### Work instruction
A verbatim copy of the listing is needed; pictures are to be left out.

### Material supplied
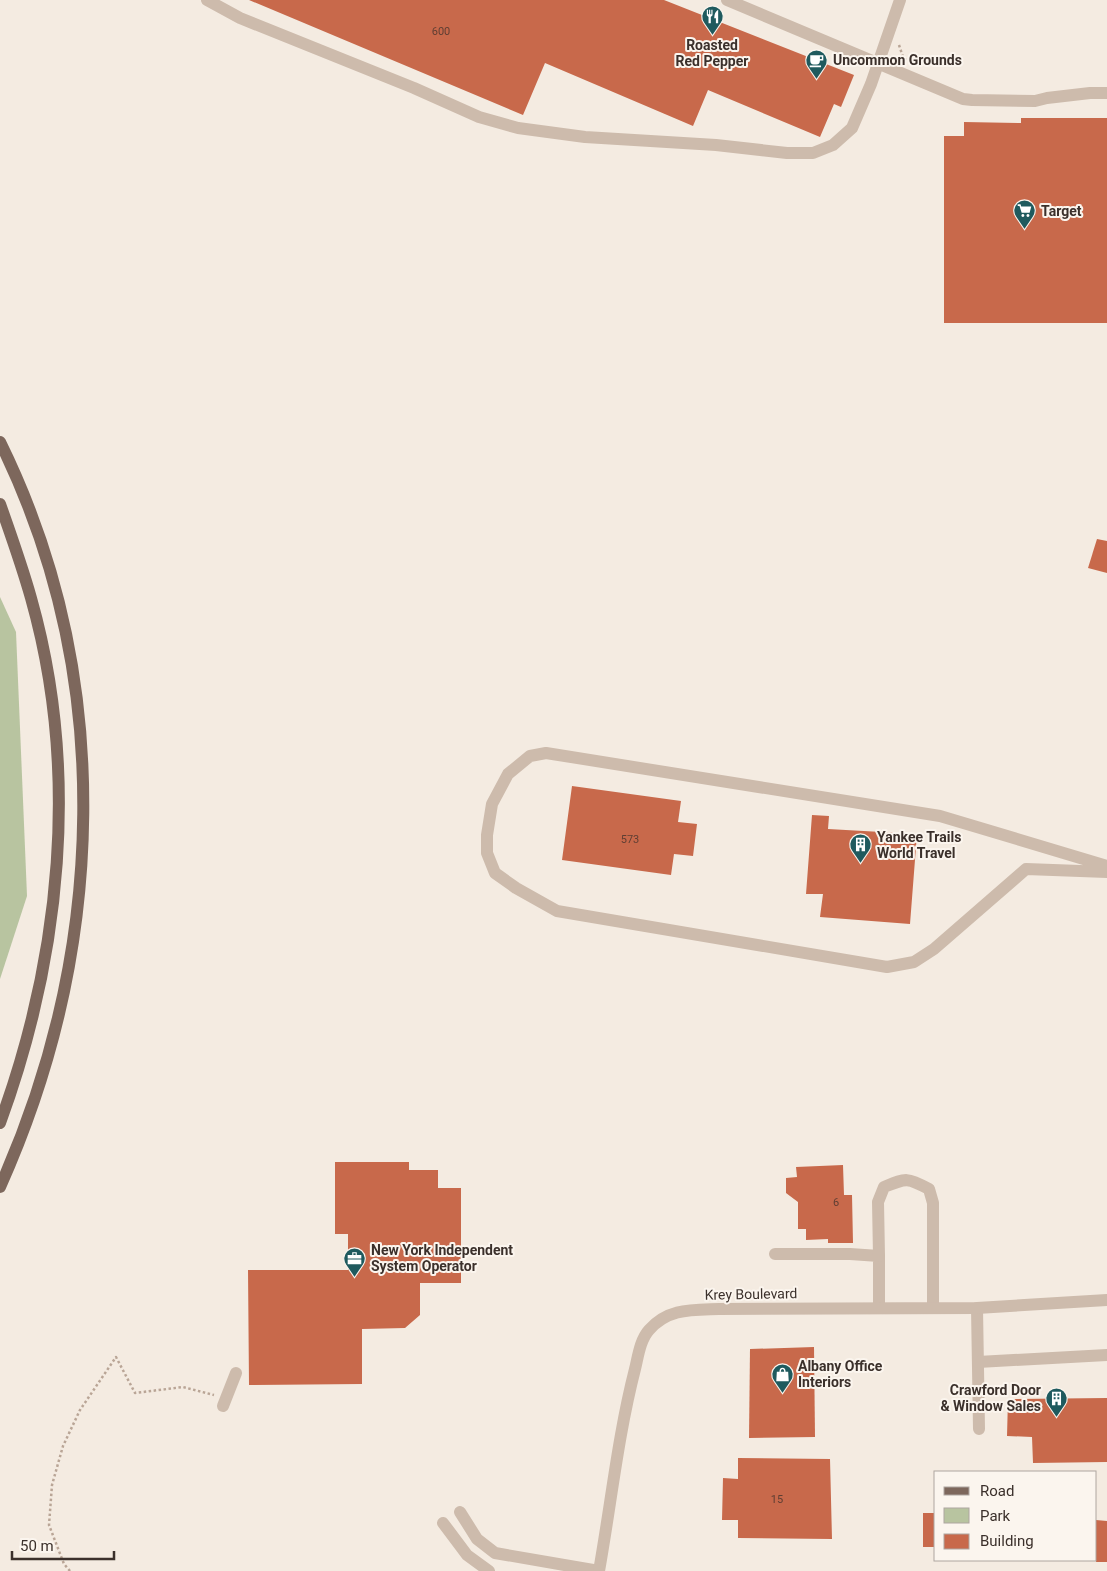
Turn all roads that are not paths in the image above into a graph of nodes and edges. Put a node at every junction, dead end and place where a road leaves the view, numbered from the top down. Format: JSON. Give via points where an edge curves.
{"nodes":[{"id":1,"x":207,"y":0,"type":"edge"},
{"id":2,"x":727,"y":0,"type":"edge"},
{"id":3,"x":900,"y":0,"type":"edge"},
{"id":4,"x":878,"y":63,"type":"junction"},
{"id":5,"x":1107,"y":93,"type":"edge"},
{"id":6,"x":0,"y":442,"type":"edge"},
{"id":7,"x":0,"y":504,"type":"edge"},
{"id":8,"x":1107,"y":866,"type":"edge"},
{"id":9,"x":1107,"y":872,"type":"edge"},
{"id":10,"x":0,"y":1123,"type":"edge"},
{"id":11,"x":0,"y":1187,"type":"edge"},
{"id":12,"x":775,"y":1254,"type":"dead end"},
{"id":13,"x":879,"y":1256,"type":"junction"},
{"id":14,"x":1107,"y":1300,"type":"edge"},
{"id":15,"x":879,"y":1308,"type":"junction"},
{"id":16,"x":933,"y":1308,"type":"junction"},
{"id":17,"x":978,"y":1308,"type":"junction"},
{"id":18,"x":1107,"y":1355,"type":"edge"},
{"id":19,"x":978,"y":1362,"type":"junction"},
{"id":20,"x":236,"y":1372,"type":"dead end"},
{"id":21,"x":224,"y":1403,"type":"road end"},
{"id":22,"x":979,"y":1429,"type":"dead end"},
{"id":23,"x":460,"y":1512,"type":"dead end"},
{"id":24,"x":443,"y":1523,"type":"dead end"},
{"id":25,"x":490,"y":1571,"type":"edge"},
{"id":26,"x":599,"y":1571,"type":"edge"}],
"edges":[{"from":1,"to":4,"type":"street","via":[[240,18],[480,117],[518,128],[585,137],[813,153],[833,145],[852,128]]},
{"from":2,"to":4,"type":"street"},
{"from":3,"to":4,"type":"street"},
{"from":4,"to":5,"type":"street","via":[[972,100],[1035,101]]},
{"from":6,"to":11,"type":"main road","via":[[26,504],[56,593],[75,687],[84,786],[84,837],[75,936],[54,1037],[40,1086]]},
{"from":7,"to":10,"type":"main road","via":[[29,590],[42,645],[59,786],[56,885],[50,932],[30,1030]]},
{"from":8,"to":9,"type":"street","via":[[940,816],[546,754],[530,756],[508,774],[492,804],[488,835],[488,854],[495,873],[557,911],[887,967],[914,962],[934,949],[1026,869]]},
{"from":12,"to":13,"type":"street"},
{"from":13,"to":15,"type":"street"},
{"from":13,"to":16,"type":"street","via":[[878,1202],[884,1187],[901,1180],[911,1180],[928,1189],[933,1203]]},
{"from":14,"to":17,"type":"street","name":"Krey Boulevard"},
{"from":15,"to":16,"type":"street","name":"Krey Boulevard"},
{"from":15,"to":26,"type":"street","name":"Krey Boulevard","via":[[681,1311],[657,1322],[647,1331],[628,1398]]},
{"from":16,"to":17,"type":"street","name":"Krey Boulevard"},
{"from":17,"to":19,"type":"street"},
{"from":18,"to":19,"type":"street"},
{"from":19,"to":22,"type":"street"},
{"from":20,"to":21,"type":"street"},
{"from":23,"to":26,"type":"street","via":[[477,1539],[495,1553]]},
{"from":24,"to":25,"type":"street","via":[[467,1555]]}]}
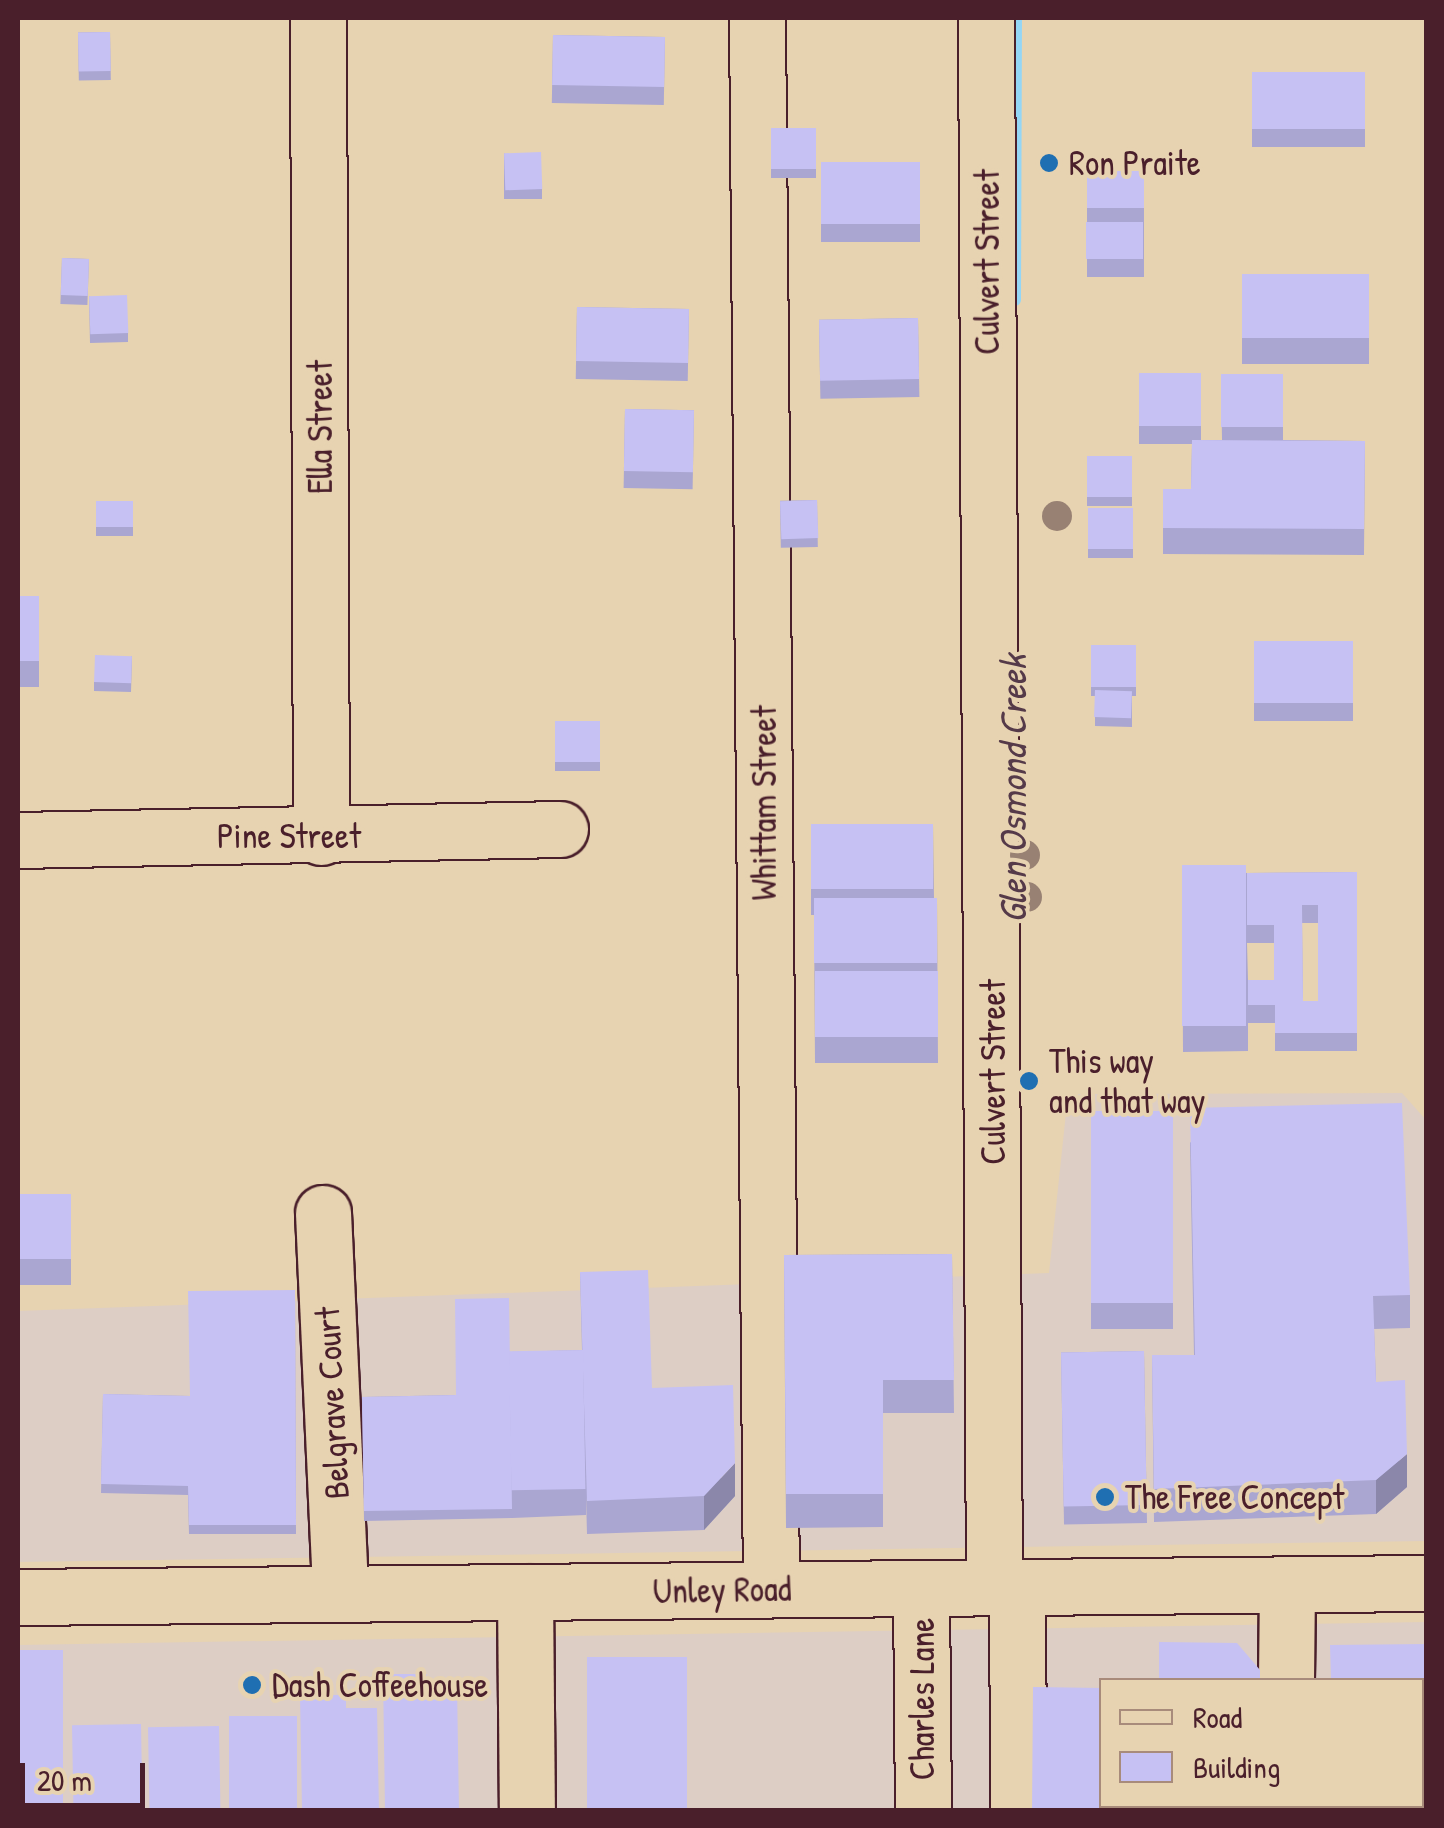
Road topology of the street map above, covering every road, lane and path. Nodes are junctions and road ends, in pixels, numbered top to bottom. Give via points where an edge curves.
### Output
1 (318, 18) edge
2 (758, 18) edge
3 (986, 18) edge
4 (560, 829) dead end
5 (321, 837) junction
6 (18, 840) edge
7 (323, 1213) dead end
8 (1426, 1583) edge
9 (1287, 1584) junction
10 (1005, 1587) junction
11 (921, 1588) junction
12 (771, 1589) junction
13 (524, 1592) junction
14 (340, 1594) junction
15 (18, 1597) edge
16 (1286, 1678) edge
17 (527, 1810) edge
18 (923, 1810) edge
19 (1018, 1810) edge

1 - 5 street, Ella Street
2 - 12 street, Whittam Street
3 - 10 street, Culvert Street
4 - 5 street, Pine Street
5 - 6 street, Pine Street
7 - 14 street, Belgrave Court
8 - 9 street, Unley Road
9 - 10 street, Unley Road
9 - 16 street
10 - 11 street, Unley Road
10 - 19 street, Culvert Street
11 - 12 street, Unley Road
11 - 18 street, Charles Lane
12 - 13 street, Unley Road
13 - 14 street, Unley Road
13 - 17 street
14 - 15 street, Unley Road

### Task response
Turn all roads that are not paths in the image above into a graph of nodes and edges. Put a node at every junction, dead end and place where a road leaves the view, numbered from the top down. Format: JSON. Give via points where an edge curves.
{"nodes":[{"id":1,"x":207,"y":0,"type":"edge"},
{"id":2,"x":727,"y":0,"type":"edge"},
{"id":3,"x":900,"y":0,"type":"edge"},
{"id":4,"x":878,"y":63,"type":"junction"},
{"id":5,"x":1107,"y":93,"type":"edge"},
{"id":6,"x":0,"y":442,"type":"edge"},
{"id":7,"x":0,"y":504,"type":"edge"},
{"id":8,"x":1107,"y":866,"type":"edge"},
{"id":9,"x":1107,"y":872,"type":"edge"},
{"id":10,"x":0,"y":1123,"type":"edge"},
{"id":11,"x":0,"y":1187,"type":"edge"},
{"id":12,"x":775,"y":1254,"type":"dead end"},
{"id":13,"x":879,"y":1256,"type":"junction"},
{"id":14,"x":1107,"y":1300,"type":"edge"},
{"id":15,"x":879,"y":1308,"type":"junction"},
{"id":16,"x":933,"y":1308,"type":"junction"},
{"id":17,"x":978,"y":1308,"type":"junction"},
{"id":18,"x":1107,"y":1355,"type":"edge"},
{"id":19,"x":978,"y":1362,"type":"junction"},
{"id":20,"x":236,"y":1372,"type":"dead end"},
{"id":21,"x":224,"y":1403,"type":"road end"},
{"id":22,"x":979,"y":1429,"type":"dead end"},
{"id":23,"x":460,"y":1512,"type":"dead end"},
{"id":24,"x":443,"y":1523,"type":"dead end"},
{"id":25,"x":490,"y":1571,"type":"edge"},
{"id":26,"x":599,"y":1571,"type":"edge"}],
"edges":[{"from":1,"to":4,"type":"street","via":[[240,18],[480,117],[518,128],[585,137],[813,153],[833,145],[852,128]]},
{"from":2,"to":4,"type":"street"},
{"from":3,"to":4,"type":"street"},
{"from":4,"to":5,"type":"street","via":[[972,100],[1035,101]]},
{"from":6,"to":11,"type":"main road","via":[[26,504],[56,593],[75,687],[84,786],[84,837],[75,936],[54,1037],[40,1086]]},
{"from":7,"to":10,"type":"main road","via":[[29,590],[42,645],[59,786],[56,885],[50,932],[30,1030]]},
{"from":8,"to":9,"type":"street","via":[[940,816],[546,754],[530,756],[508,774],[492,804],[488,835],[488,854],[495,873],[557,911],[887,967],[914,962],[934,949],[1026,869]]},
{"from":12,"to":13,"type":"street"},
{"from":13,"to":15,"type":"street"},
{"from":13,"to":16,"type":"street","via":[[878,1202],[884,1187],[901,1180],[911,1180],[928,1189],[933,1203]]},
{"from":14,"to":17,"type":"street","name":"Krey Boulevard"},
{"from":15,"to":16,"type":"street","name":"Krey Boulevard"},
{"from":15,"to":26,"type":"street","name":"Krey Boulevard","via":[[681,1311],[657,1322],[647,1331],[628,1398]]},
{"from":16,"to":17,"type":"street","name":"Krey Boulevard"},
{"from":17,"to":19,"type":"street"},
{"from":18,"to":19,"type":"street"},
{"from":19,"to":22,"type":"street"},
{"from":20,"to":21,"type":"street"},
{"from":23,"to":26,"type":"street","via":[[477,1539],[495,1553]]},
{"from":24,"to":25,"type":"street","via":[[467,1555]]}]}
Road topology of the street map above, covering every road, lane and path. Nodes are junctions and road ends, in pixels, numbered top to bottom. Give via points where an edge curves.
### Output
1 (318, 18) edge
2 (758, 18) edge
3 (986, 18) edge
4 (560, 829) dead end
5 (321, 837) junction
6 (18, 840) edge
7 (323, 1213) dead end
8 (1426, 1583) edge
9 (1287, 1584) junction
10 (1005, 1587) junction
11 (921, 1588) junction
12 (771, 1589) junction
13 (524, 1592) junction
14 (340, 1594) junction
15 (18, 1597) edge
16 (1286, 1678) edge
17 (527, 1810) edge
18 (923, 1810) edge
19 (1018, 1810) edge

1 - 5 street, Ella Street
2 - 12 street, Whittam Street
3 - 10 street, Culvert Street
4 - 5 street, Pine Street
5 - 6 street, Pine Street
7 - 14 street, Belgrave Court
8 - 9 street, Unley Road
9 - 10 street, Unley Road
9 - 16 street
10 - 11 street, Unley Road
10 - 19 street, Culvert Street
11 - 12 street, Unley Road
11 - 18 street, Charles Lane
12 - 13 street, Unley Road
13 - 14 street, Unley Road
13 - 17 street
14 - 15 street, Unley Road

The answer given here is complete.